---------- INPUT DATA

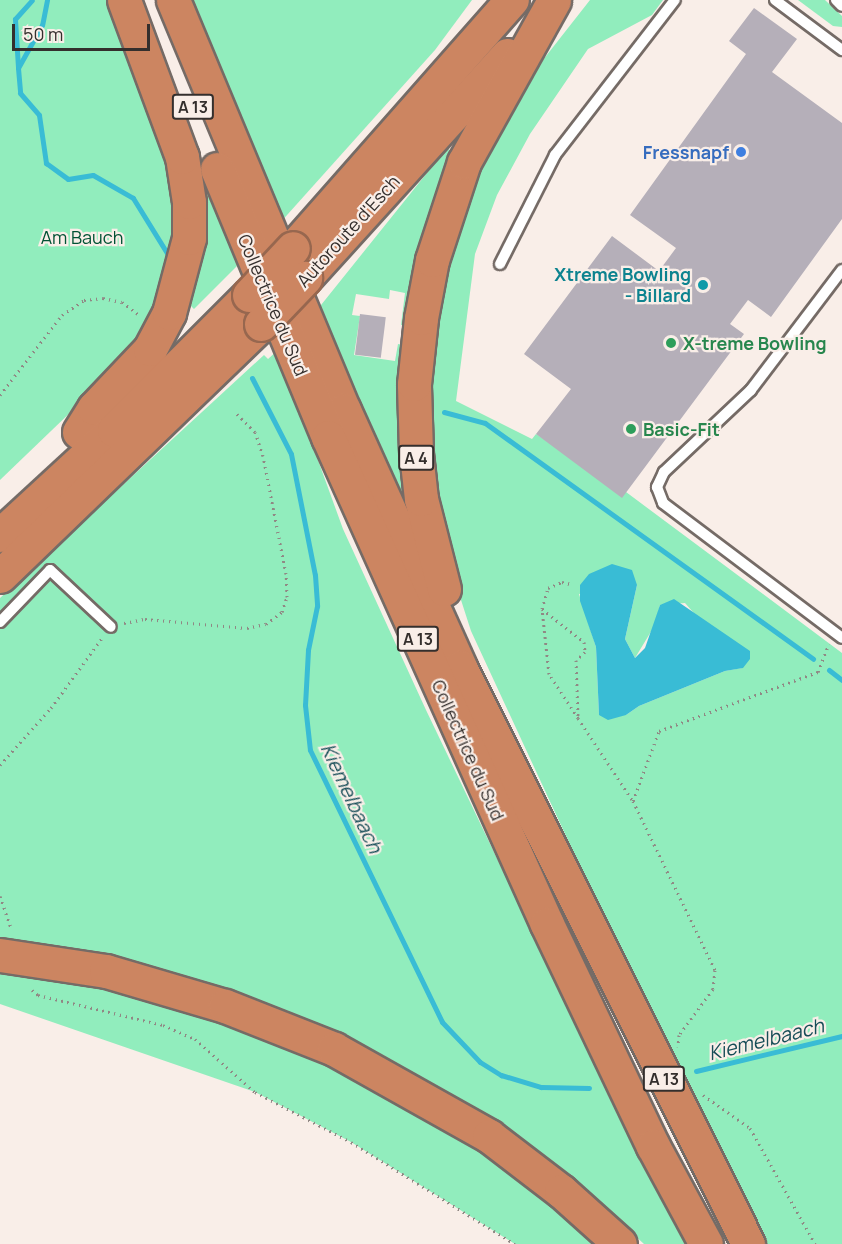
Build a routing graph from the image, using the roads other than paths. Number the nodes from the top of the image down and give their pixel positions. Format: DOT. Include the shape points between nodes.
graph roads {
  1 [pos="124,0"];
  2 [pos="151,0"];
  3 [pos="173,0"];
  4 [pos="484,0"];
  5 [pos="512,0"];
  6 [pos="554,0"];
  7 [pos="675,0"];
  8 [pos="775,0"];
  9 [pos="836,0"];
  10 [pos="842,6"];
  11 [pos="842,50"];
  12 [pos="289,238"];
  13 [pos="500,264"];
  14 [pos="842,270"];
  15 [pos="251,298"];
  16 [pos="79,432"];
  17 [pos="0,504"];
  18 [pos="0,535"];
  19 [pos="39,560"];
  20 [pos="0,576"];
  21 [pos="0,622"];
  22 [pos="111,627"];
  23 [pos="838,635"];
  24 [pos="581,914"];
  25 [pos="6,942"];
  26 [pos="620,1244"];
  27 [pos="706,1244"];
  28 [pos="748,1244"];
  1 -- 16 [label="highway, A 4" via="182,157 189,202 189,238 169,313 150,349 94,408"];
  2 -- 27 [label="highway, Collectrice du Sud / A 13" via="328,437 547,924 653,1146"];
  3 -- 24 [label="highway, A 4" via="344,410 460,667"];
  4 -- 12 [label="highway, A 4"];
  5 -- 12 [label="highway, Autoroute d'Esch / A 4"];
  6 -- 15 [label="highway, Autoroute d'Esch / A 4, bridge" via="306,278"];
  6 -- 24 [label="highway, A 4" via="464,162 432,260 414,384 416,453 430,542 447,601"];
  7 -- 13 [label="lane" via="555,155"];
  8 -- 11 [label="lane"];
  9 -- 10 [label="lane"];
  12 -- 15 [label="highway, Autoroute d'Esch / A 4, bridge"];
  14 -- 23 [label="lane" via="751,390 664,472 657,487 663,503"];
  15 -- 16 [label="highway, A 4"];
  15 -- 18 [label="highway, Autoroute d'Esch / A 4"];
  15 -- 19 [label="highway, Autoroute d'Esch / A 4"];
  16 -- 17 [label="highway, A 4"];
  19 -- 20 [label="highway, Autoroute d'Esch / A 4"];
  19 -- 21 [label="lane"];
  19 -- 22 [label="lane"];
  24 -- 28 [label="highway, A 13"];
  25 -- 26 [label="highway" via="225,1006 334,1049 489,1136 561,1191"];
}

--------------------

* [WHAT THE TASK ASKS]: Reproduce each line of the material that mentions "bridge".

* [EXERCISE ANSWER]:
  6 -- 15 [label="highway, Autoroute d'Esch / A 4, bridge" via="306,278"];
  12 -- 15 [label="highway, Autoroute d'Esch / A 4, bridge"];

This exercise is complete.